Settings for chunking text into smaller passages for scoring and reranking. Defaults to the optimal chunking settings for Elastic Rerank. Refer to the Inference API documentation for valid values for chunking_settings.

Warning

If you configure chunks larger than the reranker's token limit, the results may be truncated. This can degrade relevance significantly.

Example: Elastic Rerank

Tip

Refer to this Python notebook for an end-to-end example using Elastic Rerank.

This example demonstrates how to deploy the Elastic Rerank model and use it to re-rank search results using the text_similarity_reranker retriever.

Follow these steps:

Create an inference endpoint for the rerank task using the Create inference API.

						PUT _inference/rerank/my-elastic-rerank
					{
  "service": "elasticsearch",
  "service_settings": {
    "model_id": ".rerank-v1",
    "num_threads": 1,
    "adaptive_allocations": {
      "enabled": true,
      "min_number_of_allocations": 1,
      "max_number_of_allocations": 10
    }
  }
}
		
	

Adaptive allocations will be enabled with the minimum of 1 and the maximum of 10 allocations.

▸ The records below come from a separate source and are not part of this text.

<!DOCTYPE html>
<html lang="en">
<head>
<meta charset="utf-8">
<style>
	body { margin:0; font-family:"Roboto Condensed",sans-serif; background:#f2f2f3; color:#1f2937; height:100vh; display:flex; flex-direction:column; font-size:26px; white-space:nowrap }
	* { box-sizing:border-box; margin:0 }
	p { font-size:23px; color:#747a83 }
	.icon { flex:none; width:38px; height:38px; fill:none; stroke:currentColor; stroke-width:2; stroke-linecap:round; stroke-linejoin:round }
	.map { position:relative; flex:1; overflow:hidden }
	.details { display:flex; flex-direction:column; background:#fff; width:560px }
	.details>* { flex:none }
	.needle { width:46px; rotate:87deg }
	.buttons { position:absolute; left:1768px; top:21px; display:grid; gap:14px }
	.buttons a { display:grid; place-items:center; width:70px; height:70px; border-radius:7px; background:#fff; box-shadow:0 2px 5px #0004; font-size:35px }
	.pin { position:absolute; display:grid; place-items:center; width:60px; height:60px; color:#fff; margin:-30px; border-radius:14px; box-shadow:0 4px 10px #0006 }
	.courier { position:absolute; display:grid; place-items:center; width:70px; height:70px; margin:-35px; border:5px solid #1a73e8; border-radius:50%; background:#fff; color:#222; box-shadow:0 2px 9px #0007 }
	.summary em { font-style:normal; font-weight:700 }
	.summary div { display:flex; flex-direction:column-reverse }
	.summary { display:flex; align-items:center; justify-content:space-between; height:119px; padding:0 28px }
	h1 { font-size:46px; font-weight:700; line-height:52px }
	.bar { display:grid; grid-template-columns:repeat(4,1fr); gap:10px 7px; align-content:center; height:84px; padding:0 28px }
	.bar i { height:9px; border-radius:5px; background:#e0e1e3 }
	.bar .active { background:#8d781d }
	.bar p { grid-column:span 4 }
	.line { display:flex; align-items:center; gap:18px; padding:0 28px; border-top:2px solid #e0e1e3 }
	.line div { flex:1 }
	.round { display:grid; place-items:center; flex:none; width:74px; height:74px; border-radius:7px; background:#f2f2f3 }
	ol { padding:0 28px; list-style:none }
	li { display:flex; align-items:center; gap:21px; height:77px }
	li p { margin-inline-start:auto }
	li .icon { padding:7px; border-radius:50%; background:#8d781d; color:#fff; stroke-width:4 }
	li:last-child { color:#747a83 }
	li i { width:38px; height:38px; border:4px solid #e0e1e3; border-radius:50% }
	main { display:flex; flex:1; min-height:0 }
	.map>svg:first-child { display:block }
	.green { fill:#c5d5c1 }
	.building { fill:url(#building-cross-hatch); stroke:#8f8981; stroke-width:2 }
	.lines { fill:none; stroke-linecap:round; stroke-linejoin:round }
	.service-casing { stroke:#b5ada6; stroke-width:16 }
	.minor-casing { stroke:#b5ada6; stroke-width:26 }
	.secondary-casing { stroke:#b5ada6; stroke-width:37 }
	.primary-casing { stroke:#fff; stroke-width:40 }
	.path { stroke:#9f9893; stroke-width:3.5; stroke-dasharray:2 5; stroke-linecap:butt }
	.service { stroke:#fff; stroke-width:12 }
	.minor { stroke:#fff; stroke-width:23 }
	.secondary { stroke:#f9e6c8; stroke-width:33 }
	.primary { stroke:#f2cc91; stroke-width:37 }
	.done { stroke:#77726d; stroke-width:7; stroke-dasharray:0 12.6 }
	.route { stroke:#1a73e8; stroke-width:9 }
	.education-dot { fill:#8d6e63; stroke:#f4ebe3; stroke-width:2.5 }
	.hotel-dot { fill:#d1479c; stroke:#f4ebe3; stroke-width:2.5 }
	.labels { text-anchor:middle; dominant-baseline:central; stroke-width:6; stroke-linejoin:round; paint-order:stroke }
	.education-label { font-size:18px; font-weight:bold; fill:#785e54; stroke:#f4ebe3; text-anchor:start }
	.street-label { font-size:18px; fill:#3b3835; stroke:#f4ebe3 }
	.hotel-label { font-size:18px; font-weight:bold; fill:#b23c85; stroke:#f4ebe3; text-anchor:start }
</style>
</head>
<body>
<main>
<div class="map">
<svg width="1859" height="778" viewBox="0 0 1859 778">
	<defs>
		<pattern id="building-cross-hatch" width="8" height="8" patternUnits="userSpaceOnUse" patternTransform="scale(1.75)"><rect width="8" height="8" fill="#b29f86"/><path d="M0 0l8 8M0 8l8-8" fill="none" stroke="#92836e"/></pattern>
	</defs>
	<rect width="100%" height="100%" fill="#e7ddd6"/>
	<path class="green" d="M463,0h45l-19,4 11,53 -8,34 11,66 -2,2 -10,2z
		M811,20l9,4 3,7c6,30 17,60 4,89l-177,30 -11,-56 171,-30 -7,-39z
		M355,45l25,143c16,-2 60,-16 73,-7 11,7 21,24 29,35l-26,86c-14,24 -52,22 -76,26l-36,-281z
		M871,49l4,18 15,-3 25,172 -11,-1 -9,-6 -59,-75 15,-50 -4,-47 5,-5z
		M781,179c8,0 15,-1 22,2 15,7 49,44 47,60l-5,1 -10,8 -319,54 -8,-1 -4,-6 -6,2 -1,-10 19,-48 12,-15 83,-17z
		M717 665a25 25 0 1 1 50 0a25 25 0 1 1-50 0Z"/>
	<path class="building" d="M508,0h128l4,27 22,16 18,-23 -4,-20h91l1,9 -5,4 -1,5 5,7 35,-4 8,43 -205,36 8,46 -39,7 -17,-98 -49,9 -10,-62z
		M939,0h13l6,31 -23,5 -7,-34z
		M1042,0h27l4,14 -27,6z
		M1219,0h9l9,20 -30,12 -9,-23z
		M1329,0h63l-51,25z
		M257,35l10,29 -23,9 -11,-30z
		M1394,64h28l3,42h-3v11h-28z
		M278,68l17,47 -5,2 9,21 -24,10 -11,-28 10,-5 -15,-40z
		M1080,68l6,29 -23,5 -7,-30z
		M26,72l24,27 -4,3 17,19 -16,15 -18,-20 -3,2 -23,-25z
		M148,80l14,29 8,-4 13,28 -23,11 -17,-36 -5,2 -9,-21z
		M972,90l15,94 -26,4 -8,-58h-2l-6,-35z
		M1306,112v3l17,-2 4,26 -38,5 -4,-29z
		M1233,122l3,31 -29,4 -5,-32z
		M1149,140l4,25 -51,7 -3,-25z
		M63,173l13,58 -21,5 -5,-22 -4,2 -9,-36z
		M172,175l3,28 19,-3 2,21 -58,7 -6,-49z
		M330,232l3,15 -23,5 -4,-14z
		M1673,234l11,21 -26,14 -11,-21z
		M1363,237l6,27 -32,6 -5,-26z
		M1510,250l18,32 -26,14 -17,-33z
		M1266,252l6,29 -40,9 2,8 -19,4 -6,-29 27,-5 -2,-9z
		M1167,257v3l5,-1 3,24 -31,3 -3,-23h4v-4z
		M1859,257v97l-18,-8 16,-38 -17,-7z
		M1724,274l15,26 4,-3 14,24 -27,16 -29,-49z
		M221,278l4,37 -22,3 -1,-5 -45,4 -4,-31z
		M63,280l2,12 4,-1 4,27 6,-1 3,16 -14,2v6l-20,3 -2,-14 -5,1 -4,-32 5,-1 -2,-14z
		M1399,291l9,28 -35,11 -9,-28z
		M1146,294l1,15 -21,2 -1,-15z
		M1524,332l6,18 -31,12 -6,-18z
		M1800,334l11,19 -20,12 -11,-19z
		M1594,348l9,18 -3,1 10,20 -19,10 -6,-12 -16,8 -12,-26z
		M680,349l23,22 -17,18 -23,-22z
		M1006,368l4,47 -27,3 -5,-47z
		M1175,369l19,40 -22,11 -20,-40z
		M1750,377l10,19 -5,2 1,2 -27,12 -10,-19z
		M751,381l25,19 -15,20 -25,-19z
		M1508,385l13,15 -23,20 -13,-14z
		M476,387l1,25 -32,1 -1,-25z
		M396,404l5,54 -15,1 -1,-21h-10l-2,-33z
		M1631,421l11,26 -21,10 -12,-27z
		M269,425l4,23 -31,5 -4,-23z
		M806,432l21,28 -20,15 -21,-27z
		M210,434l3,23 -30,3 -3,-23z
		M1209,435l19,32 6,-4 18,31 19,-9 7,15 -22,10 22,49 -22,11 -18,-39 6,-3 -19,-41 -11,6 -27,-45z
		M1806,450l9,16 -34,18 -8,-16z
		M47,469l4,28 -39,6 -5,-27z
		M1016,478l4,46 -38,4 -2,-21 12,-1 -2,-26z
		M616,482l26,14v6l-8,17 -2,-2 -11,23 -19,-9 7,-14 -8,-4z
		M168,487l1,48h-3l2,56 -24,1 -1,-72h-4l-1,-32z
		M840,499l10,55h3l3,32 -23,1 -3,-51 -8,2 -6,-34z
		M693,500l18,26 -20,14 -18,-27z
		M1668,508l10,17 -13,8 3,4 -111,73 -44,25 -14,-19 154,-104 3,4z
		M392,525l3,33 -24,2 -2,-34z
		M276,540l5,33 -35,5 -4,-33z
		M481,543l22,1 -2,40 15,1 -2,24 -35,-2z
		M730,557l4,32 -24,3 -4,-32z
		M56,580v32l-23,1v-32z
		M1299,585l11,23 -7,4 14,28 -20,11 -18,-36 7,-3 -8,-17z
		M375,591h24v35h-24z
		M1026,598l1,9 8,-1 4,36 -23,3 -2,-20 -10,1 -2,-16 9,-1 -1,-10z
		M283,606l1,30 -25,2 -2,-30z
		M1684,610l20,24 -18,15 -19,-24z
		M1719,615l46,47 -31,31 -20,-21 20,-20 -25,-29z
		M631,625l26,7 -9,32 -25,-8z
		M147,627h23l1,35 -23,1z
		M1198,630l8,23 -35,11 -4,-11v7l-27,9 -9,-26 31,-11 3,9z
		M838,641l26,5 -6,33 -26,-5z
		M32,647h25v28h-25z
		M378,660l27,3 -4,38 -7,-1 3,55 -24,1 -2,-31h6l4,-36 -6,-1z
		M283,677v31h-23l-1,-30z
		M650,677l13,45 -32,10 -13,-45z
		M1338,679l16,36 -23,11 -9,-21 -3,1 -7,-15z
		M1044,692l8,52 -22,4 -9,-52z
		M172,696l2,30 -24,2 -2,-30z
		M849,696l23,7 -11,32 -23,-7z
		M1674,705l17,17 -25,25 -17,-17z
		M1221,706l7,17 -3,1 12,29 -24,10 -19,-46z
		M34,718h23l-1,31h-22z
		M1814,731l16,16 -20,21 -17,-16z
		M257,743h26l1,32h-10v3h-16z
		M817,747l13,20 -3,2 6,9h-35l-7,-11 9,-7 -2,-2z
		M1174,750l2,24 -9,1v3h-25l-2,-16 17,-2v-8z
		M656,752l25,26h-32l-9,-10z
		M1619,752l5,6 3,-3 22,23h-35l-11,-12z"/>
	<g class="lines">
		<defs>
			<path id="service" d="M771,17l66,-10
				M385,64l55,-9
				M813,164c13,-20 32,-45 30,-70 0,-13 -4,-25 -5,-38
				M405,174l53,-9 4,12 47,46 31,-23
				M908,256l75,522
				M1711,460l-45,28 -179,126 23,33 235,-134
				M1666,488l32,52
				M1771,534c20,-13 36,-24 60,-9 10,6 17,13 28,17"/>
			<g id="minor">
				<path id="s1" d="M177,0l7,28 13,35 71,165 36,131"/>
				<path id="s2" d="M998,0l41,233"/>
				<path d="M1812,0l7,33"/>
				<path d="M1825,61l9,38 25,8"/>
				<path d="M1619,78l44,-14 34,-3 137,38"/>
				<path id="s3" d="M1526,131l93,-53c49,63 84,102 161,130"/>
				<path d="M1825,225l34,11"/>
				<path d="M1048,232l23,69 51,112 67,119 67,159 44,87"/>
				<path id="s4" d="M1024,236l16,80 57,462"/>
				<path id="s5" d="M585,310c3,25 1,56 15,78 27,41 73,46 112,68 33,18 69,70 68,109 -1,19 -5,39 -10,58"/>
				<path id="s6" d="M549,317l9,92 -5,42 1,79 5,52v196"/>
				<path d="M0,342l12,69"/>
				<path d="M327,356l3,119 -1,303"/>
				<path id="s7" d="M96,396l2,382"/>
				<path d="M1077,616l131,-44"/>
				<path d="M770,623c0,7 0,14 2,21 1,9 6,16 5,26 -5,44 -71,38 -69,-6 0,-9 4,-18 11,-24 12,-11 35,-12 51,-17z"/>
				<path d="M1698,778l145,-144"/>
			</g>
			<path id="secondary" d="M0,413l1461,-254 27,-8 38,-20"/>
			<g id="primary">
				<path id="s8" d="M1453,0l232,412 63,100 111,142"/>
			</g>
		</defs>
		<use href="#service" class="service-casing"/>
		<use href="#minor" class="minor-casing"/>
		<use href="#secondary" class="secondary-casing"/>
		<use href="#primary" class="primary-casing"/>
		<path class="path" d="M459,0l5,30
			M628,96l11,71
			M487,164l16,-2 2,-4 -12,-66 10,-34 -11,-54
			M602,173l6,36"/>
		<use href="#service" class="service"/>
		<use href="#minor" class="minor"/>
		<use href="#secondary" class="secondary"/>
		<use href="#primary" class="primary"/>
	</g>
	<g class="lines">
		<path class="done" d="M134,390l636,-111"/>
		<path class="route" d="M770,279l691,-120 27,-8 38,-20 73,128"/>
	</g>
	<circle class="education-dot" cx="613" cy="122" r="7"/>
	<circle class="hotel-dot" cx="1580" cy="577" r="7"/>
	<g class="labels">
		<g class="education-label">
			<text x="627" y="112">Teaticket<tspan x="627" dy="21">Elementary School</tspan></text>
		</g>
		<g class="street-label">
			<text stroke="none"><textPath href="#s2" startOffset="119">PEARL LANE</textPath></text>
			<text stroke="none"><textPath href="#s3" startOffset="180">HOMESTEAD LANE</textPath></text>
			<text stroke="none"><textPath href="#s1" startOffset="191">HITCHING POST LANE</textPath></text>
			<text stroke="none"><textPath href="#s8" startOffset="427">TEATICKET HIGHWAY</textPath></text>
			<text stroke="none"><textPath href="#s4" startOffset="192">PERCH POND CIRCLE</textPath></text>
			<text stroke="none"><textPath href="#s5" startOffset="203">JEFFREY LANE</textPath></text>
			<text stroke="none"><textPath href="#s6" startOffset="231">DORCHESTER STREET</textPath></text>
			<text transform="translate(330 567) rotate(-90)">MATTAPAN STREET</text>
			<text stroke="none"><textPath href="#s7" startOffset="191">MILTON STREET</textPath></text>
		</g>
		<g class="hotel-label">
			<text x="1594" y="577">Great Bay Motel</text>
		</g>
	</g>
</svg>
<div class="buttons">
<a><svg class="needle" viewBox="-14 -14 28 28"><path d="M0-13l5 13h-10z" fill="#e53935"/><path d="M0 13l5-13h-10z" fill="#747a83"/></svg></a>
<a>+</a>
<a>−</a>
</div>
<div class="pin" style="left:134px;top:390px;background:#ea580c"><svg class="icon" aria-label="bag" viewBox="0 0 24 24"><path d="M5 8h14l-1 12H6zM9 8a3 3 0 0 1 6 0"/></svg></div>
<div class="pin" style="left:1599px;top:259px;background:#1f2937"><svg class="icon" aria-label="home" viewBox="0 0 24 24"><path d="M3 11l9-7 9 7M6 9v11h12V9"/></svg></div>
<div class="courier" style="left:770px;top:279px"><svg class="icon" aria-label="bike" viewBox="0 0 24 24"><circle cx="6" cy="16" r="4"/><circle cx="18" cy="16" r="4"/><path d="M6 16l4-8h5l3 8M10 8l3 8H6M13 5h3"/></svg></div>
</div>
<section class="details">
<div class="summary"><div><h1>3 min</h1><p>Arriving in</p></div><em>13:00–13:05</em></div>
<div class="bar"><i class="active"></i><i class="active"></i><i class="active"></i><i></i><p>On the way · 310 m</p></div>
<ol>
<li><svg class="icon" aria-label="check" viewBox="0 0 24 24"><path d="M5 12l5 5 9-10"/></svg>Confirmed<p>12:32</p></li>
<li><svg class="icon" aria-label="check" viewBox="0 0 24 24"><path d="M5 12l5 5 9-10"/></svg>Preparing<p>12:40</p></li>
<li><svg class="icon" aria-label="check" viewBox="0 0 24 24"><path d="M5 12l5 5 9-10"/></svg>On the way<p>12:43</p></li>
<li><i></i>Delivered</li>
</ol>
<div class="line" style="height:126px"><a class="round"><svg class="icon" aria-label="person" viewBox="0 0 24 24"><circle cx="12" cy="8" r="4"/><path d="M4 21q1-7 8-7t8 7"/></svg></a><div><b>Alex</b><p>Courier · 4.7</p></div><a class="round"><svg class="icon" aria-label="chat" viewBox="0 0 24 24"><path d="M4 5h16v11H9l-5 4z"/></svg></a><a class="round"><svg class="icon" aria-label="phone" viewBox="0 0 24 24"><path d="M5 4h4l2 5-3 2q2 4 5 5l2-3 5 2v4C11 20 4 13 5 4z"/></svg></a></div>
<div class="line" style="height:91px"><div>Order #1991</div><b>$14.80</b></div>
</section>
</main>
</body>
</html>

Define a text_similarity_rerank retriever:

						POST _search
					{
  "retriever": {
    "text_similarity_reranker": {
      "retriever": {
        "standard": {
          "query": {
            "match": {
              "text": "How often does the moon hide the sun?"
            }
          }
        }
      },
      "field": "text",
      "inference_id": "my-elastic-rerank",
      "inference_text": "How often does the moon hide the sun?",
      "rank_window_size": 100,
      "min_score": 0.5
    }
  }
}
		
	

Example: Cohere Rerank

This example enables out-of-the-box semantic search by re-ranking top documents using the Cohere Rerank API. This approach eliminates the need to generate and store embeddings for all indexed documents. This requires a Cohere Rerank inference endpoint that is set up for the rerank task type.

						GET /index/_search
					{
   "retriever": {
      "text_similarity_reranker": {
         "retriever": {
            "standard": {
               "query": {
                  "match_phrase": {
                     "text": "landmark in Paris"
                  }
               }
            }
         },
         "field": "text",
         "inference_id": "my-cohere-rerank-model",
         "inference_text": "Most famous landmark in Paris",
         "rank_window_size": 100,
         "min_score": 0.5
      }
   }
}
		
	

Example: Semantic re-ranking with a Hugging Face model

The following example uses the cross-encoder/ms-marco-MiniLM-L-6-v2 model from Hugging Face to rerank search results based on semantic similarity. The model must be uploaded to Elasticsearch using Eland.

Tip

Refer to the Elastic NLP model reference for a list of third party text similarity models supported by Elasticsearch.

Follow these steps to load the model and create a semantic re-ranker.

Install Eland using pip
```
python -m pip install eland[pytorch]
		
```

Upload the model to Elasticsearch using Eland. This example assumes you have an Elastic Cloud deployment and an API key. Refer to the Eland documentation for more authentication options.

		eland_import_hub_model \
  --cloud-id $CLOUD_ID \
  --es-api-key $ES_API_KEY \
  --hub-model-id cross-encoder/ms-marco-MiniLM-L-6-v2 \
  --task-type text_similarity \
  --clear-previous \
  --start
		
	

Create an inference endpoint for the rerank task

						PUT _inference/rerank/my-msmarco-minilm-model
					{
  "service": "elasticsearch",
  "service_settings": {
    "num_allocations": 1,
    "num_threads": 1,
    "model_id": "cross-encoder__ms-marco-minilm-l-6-v2"
  }
}
		
	

Define a text_similarity_rerank retriever.

						POST movies/_search
					{
  "retriever": {
    "text_similarity_reranker": {
      "retriever": {
        "standard": {
          "query": {
            "match": {
              "genre": "drama"
            }
          }
        }
      },
      "field": "plot",
      "inference_id": "my-msmarco-minilm-model",
      "inference_text": "films that explore psychological depths"
    }
  }
}
		
	

This retriever uses a standard match query to search the movie index for films tagged with the genre "drama". It then re-ranks the results based on semantic similarity to the text in the inference_text parameter, using the model we uploaded to Elasticsearch.